Additionally, the entire village of Gächlingen is designated as part of the Inventory of Swiss Heritage Sites.

==Coat of arms==
The blazon of the municipal coat of arms is Gules a Sickle Argent ringed Or handled proper and a Ploughshare of the second.

==Demographics==
Gächlingen has a population (As of 2008) of 764, of which 5.5% are foreign nationals. Of the foreign population, (As of 2008), 36.4% are from Germany, 6.8% are from Italy, 13.6% are from Macedonia, and 43.2% are from another country. Over the last 10 years the population has decreased at a rate of -5.5%. Most of the population (As of 2000) speaks German (96.1%), with Albanian being second most common ( 1.0%) and Italian being third ( 0.7%).

The age distribution of the population (As of 2008) is children and teenagers (0–19 years old) make up 18.8% of the population, while adults (20–64 years old) make up 61.5% and seniors (over 64 years old) make up 19.6%.

In the 2007 federal election the most popular party was the SVP which received 47.4% of the vote. The next two most popular parties were the SP (29.6%), and the FDP (23.1%) .

In Gächlingen about 74.6% of the population (between age 25–64) have completed either non-mandatory upper secondary education or additional higher education (either university or a Fachhochschule). In Gächlingen, As of 2007, 0.77% of the population attend kindergarten or another pre-school, 7.35% attend a Primary School, 2.96% attend a lower level Secondary School, and 4.77% attend a higher level Secondary School.

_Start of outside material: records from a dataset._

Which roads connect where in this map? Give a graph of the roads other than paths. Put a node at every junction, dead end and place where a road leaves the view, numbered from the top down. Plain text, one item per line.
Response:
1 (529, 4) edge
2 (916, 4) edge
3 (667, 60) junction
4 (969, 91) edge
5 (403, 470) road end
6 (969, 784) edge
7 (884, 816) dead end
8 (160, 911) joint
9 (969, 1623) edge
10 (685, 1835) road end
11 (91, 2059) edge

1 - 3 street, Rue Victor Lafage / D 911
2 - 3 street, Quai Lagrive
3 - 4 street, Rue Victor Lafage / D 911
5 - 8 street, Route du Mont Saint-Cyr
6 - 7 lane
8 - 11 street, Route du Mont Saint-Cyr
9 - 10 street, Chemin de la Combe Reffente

As of 2000, 11.5% of the population belonged to the Roman Catholic Church and 74.3% belonged to the Swiss Reformed Church.

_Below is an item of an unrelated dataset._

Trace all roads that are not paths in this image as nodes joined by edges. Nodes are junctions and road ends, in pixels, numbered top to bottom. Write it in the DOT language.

The historical population is given in the following table:

| year | population |
|---|---|
| 1531 | 24 Households |
| 1801 | 705 |
| 1850 | 1,194 |
| 1900 | 794 |
| 1950 | 682 |
| 1970 | 604 |
| 2000 | 872 |

==Economy==
Gächlingen has an unemployment rate of 1.03%. As of 2005, there were 84 people employed in the primary economic sector and about 30 businesses involved in this sector. 46 people are employed in the secondary sector and there are 10 businesses in this sector. 48 people are employed in the tertiary sector, with 18 businesses in this sector.

As of 2008 the mid year average unemployment rate was 0.5%. There were 35 non-agrarian businesses in the municipality and 49.5% of the (non-agrarian) population was involved in the secondary sector of the economy while 50.5% were involved in the third. At the same time, 67.3% of the working population was employed full-time, and 32.7% was employed part-time. There were 101 residents of the municipality who were employed in some capacity, of which females made up 30.7% of the workforce. As of 2000 there were 129 residents who worked in the municipality, while 277 residents worked outside Gächlingen and 93 people commuted into the municipality for work.

As of 2008, there is 1 restaurant and the hospitality industry in Gächlingen employs 1 people.